== Data to use

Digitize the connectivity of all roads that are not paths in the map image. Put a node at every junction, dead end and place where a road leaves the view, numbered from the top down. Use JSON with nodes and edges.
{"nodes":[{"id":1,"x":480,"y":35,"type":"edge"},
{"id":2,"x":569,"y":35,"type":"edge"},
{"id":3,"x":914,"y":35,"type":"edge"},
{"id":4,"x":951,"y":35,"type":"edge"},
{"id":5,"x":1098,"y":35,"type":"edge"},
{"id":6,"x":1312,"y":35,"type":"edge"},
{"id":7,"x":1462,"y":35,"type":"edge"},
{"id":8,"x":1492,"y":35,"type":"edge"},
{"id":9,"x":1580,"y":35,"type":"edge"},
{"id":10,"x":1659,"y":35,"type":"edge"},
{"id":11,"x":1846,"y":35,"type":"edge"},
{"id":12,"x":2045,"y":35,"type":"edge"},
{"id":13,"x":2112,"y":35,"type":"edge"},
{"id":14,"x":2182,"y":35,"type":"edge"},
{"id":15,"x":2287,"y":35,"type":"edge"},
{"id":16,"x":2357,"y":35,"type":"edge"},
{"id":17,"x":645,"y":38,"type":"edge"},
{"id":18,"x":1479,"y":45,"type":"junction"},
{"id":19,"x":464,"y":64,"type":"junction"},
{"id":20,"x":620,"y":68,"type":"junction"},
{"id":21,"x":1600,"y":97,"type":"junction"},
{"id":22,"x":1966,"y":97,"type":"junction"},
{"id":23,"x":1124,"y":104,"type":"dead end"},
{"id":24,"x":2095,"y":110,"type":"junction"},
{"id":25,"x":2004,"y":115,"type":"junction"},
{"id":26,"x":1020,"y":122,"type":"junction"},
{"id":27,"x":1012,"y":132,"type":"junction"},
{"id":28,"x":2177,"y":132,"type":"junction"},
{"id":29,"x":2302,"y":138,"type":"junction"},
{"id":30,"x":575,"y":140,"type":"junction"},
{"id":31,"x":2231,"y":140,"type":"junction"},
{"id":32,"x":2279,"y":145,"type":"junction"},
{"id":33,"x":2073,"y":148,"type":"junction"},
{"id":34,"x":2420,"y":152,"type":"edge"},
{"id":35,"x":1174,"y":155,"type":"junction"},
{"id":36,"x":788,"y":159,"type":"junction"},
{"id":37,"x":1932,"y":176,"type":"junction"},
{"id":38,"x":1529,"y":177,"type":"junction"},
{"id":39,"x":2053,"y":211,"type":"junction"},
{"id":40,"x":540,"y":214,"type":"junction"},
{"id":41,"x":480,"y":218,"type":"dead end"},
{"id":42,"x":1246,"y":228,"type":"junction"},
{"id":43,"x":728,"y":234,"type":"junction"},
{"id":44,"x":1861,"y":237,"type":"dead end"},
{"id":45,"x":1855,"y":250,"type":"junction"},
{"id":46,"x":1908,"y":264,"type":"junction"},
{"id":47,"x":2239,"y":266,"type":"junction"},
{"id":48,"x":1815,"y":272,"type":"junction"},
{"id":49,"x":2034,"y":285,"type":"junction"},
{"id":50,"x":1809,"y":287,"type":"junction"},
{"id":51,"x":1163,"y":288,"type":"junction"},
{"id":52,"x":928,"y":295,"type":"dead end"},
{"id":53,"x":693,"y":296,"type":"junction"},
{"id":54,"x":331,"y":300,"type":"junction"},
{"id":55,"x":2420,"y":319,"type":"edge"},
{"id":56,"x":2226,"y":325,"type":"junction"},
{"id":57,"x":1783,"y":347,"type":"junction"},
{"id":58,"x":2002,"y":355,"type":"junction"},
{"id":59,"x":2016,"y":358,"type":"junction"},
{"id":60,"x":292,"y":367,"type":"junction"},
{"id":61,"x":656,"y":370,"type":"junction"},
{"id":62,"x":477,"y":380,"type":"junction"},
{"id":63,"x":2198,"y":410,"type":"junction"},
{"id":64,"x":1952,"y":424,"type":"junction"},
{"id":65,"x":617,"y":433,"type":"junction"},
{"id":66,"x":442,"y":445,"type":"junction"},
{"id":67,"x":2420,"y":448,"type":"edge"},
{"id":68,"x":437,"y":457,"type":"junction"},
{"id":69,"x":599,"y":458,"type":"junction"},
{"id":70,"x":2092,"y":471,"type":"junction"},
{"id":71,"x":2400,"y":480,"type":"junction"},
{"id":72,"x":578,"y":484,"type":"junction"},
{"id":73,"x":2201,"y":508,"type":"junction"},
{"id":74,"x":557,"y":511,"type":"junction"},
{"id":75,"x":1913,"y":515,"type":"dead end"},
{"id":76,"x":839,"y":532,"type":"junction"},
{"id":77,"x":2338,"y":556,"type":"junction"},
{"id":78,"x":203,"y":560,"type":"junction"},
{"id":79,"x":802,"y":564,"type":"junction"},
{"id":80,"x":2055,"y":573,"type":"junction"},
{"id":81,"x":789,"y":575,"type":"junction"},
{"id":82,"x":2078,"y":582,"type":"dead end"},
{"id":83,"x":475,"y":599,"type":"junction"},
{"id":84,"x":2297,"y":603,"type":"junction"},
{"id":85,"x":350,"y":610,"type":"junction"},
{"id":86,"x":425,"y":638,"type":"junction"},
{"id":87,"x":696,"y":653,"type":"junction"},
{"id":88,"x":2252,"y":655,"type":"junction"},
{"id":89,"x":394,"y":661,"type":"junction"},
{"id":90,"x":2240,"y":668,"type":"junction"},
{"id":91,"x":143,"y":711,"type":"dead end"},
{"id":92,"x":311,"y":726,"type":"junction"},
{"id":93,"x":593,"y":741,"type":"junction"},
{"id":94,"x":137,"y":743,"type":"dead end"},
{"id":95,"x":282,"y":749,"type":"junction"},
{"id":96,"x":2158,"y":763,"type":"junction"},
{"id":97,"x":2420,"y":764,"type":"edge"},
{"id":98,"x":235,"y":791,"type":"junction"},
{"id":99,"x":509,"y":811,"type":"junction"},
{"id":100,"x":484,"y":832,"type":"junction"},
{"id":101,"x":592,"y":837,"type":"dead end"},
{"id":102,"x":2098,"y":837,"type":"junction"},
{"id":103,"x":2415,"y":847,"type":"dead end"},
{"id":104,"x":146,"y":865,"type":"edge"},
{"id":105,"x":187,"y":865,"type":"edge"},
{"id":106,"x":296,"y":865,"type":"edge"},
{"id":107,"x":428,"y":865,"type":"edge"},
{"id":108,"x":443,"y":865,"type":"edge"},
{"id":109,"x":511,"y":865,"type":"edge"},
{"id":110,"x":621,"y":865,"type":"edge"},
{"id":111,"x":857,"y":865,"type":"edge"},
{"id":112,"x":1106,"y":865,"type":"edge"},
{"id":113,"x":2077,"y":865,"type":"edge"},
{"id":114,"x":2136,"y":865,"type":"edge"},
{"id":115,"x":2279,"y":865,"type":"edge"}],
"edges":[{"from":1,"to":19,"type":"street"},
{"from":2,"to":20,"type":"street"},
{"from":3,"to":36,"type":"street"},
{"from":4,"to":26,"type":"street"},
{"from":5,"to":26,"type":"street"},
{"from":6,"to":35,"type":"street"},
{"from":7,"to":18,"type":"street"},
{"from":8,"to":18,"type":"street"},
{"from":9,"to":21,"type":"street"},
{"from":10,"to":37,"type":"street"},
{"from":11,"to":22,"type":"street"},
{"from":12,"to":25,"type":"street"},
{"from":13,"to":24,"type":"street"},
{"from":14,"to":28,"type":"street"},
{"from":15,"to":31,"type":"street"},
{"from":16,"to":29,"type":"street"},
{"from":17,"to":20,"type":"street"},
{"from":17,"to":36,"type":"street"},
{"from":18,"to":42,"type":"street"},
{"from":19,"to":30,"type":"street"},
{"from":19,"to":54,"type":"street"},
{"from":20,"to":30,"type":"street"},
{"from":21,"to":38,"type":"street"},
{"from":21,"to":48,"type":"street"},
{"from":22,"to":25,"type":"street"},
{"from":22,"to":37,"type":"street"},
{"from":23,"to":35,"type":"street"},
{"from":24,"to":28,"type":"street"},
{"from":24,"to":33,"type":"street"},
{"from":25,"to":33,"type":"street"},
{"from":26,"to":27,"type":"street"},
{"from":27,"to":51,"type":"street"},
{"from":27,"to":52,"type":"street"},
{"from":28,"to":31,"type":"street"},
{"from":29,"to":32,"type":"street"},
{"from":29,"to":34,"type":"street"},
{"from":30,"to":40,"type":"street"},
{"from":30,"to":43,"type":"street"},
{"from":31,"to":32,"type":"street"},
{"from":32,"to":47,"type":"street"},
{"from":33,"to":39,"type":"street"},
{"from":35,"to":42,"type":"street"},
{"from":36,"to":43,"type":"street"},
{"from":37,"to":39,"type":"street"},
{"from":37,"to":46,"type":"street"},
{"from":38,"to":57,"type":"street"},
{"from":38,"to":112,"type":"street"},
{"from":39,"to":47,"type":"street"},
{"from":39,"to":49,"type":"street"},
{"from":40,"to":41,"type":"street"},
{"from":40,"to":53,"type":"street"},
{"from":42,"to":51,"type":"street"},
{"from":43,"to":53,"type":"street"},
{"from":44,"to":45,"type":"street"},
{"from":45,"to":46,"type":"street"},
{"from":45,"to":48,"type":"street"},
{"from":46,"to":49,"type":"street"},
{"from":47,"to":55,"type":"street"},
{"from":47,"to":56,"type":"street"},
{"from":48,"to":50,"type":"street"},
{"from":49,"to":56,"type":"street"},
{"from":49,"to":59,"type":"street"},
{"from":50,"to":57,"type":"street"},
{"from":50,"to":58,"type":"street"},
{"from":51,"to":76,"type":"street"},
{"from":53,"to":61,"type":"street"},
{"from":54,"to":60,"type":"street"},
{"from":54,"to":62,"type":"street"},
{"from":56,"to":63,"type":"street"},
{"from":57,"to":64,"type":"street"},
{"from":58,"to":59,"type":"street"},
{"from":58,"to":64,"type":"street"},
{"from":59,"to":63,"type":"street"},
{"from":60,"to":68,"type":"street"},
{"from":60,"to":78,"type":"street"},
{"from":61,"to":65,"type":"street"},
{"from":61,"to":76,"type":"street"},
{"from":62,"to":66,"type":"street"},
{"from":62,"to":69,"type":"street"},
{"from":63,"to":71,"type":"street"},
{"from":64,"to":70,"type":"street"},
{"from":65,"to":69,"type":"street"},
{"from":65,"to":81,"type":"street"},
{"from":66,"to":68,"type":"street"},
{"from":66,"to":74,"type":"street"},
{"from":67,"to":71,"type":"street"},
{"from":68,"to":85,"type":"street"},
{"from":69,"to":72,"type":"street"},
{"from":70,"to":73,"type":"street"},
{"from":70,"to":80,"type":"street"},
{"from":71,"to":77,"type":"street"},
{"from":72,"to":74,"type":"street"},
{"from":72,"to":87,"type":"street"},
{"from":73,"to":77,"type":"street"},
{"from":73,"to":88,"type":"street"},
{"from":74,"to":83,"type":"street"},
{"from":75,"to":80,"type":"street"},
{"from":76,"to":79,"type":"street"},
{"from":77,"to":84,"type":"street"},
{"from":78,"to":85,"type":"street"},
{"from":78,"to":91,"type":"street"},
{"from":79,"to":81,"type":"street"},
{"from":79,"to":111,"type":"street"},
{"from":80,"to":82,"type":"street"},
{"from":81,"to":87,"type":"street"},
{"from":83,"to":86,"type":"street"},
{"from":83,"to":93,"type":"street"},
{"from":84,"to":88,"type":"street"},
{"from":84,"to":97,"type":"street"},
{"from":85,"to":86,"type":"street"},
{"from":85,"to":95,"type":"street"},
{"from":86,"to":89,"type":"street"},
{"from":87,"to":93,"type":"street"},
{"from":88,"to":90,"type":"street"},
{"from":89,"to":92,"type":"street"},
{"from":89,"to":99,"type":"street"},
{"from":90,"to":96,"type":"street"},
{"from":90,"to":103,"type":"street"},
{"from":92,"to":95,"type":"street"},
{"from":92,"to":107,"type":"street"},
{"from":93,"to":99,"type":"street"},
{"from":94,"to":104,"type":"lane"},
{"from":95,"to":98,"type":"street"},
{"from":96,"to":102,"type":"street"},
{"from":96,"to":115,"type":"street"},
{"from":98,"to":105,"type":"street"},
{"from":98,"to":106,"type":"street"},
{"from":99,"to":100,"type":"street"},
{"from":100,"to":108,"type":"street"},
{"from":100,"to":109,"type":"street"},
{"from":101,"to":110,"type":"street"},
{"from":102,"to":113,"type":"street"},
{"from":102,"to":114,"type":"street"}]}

====

■ Work instruction
If a line of the entries above holds "nodes", count it, then report the total alone.

■ Expected output
2